Having started the campaign in extremely unfavorable circumstances in late October 1921, the Ukrainian military aimed to fuel a major anti-Soviet uprising across Ukraine. However, on November 21 they were defeated in a battle near the village of Bazar in the Polissya region. Following the battle, the Bolsheviks executed 361 Ukrainian soldiers. The remnants of Ukrainian army left the territory of Ukraine by December 6, 1921.
The Second Winter campaign failed to achieve its primary mission. However, it became a demonstration of the Ukrainian heroes’ ultimate sacrifice in a struggle for freedom and independence of Ukraine. In result of a defeat of Ukrainian forces during the 1917-1921 Ukrainian War of Independence, the Soviet Russia occupied the whole territory of Ukraine, where it established a Moscow-controlled puppet state called the Ukrainian Socialist Soviet Republic. Nevertheless, Ukrainians had been refusing to recognize the Soviet rule. Until early 1930s, the territory of Ukraine had been constantly shattered by uprisings and mass protests against the Red occupants – from north to south, from east to west. Finally, the Communist regime managed to suppress the national resistance of Ukrainians only by organizing an artificial famine – the 1932-1933 Holodomor genocide.
In result of a defeat, thousands of Ukrainian patriots and soldiers of the Army of Ukrainian National Republic, together with their families,
had to leave Ukraine and emigrate to the West.
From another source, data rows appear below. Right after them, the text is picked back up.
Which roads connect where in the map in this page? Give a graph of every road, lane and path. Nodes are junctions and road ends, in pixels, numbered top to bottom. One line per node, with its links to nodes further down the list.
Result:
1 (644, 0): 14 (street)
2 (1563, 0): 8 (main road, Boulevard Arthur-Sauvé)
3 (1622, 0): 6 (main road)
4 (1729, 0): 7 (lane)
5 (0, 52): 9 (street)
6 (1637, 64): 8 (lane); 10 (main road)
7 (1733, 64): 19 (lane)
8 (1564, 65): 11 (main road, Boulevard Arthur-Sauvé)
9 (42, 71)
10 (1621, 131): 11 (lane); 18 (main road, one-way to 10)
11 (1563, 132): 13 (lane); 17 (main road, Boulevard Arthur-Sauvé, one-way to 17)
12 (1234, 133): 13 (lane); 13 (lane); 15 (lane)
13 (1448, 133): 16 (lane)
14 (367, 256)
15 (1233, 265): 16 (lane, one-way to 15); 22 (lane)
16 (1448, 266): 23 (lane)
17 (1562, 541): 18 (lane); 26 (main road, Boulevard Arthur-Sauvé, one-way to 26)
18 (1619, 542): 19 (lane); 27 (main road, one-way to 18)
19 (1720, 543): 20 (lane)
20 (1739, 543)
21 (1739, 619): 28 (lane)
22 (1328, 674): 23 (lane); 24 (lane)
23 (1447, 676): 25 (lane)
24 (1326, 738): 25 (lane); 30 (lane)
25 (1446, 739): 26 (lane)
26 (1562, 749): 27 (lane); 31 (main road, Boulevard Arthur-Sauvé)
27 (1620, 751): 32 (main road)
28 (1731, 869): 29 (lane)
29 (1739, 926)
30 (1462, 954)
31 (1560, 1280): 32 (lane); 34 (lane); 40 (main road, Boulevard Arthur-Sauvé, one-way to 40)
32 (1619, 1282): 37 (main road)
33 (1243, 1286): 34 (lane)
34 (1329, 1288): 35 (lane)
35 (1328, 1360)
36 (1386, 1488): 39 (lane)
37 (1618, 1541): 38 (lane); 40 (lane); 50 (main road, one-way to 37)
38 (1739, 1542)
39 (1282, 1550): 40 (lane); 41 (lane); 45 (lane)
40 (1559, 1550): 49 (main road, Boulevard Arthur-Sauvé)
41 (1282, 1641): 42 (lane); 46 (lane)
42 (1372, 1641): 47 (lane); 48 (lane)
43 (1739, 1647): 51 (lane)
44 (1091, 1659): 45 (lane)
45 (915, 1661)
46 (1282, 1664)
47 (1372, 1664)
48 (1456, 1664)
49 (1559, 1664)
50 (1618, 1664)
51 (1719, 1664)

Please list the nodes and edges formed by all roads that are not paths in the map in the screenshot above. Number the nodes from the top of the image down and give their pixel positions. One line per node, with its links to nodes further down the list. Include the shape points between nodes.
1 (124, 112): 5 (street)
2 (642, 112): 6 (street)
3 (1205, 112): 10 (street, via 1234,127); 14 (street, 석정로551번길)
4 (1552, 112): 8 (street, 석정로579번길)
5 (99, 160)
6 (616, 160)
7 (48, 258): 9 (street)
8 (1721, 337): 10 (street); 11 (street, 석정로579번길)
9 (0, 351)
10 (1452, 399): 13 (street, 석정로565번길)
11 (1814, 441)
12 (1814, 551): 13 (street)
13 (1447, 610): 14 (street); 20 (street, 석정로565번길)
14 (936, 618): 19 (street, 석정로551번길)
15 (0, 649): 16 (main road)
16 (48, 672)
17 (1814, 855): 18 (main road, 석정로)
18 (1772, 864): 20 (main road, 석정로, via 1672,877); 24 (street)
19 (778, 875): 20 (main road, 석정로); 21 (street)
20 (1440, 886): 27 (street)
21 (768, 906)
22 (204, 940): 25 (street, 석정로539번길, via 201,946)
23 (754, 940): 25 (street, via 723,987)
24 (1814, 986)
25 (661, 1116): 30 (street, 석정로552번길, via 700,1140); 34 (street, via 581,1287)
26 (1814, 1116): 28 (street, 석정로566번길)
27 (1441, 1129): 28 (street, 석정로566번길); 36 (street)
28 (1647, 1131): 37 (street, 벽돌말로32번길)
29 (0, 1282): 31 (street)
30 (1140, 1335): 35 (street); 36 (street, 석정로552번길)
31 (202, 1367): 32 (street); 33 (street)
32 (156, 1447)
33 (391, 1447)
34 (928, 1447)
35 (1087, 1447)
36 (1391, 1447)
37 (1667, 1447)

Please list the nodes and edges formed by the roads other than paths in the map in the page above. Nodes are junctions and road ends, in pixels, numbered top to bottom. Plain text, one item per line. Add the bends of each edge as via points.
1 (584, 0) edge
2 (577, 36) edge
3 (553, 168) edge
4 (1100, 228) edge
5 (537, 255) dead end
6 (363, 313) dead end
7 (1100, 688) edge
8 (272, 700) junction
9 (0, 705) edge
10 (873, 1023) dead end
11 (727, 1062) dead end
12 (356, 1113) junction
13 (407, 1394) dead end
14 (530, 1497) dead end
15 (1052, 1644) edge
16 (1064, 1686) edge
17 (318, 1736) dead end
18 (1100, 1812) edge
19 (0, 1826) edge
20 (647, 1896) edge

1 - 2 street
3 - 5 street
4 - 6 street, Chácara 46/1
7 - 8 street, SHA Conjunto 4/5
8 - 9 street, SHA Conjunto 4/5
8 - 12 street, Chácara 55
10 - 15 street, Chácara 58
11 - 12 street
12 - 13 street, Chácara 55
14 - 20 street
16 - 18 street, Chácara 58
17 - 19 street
Later they played a leading role in the formation of an organized global Ukrainian diaspora, which preserved the Ukrainian national identity, national memory and played a role of a powerful voice of a Free Ukraine in the world until the restoration of independence in 1991.
Today the Ukrainian World Congress recalls and heeds these lessons of history together with Ukraine. Together with its constituent organizations worldwide, UWC works to defend Ukraine from the modern Russian aggression, and to help it build a free, successful, and European state.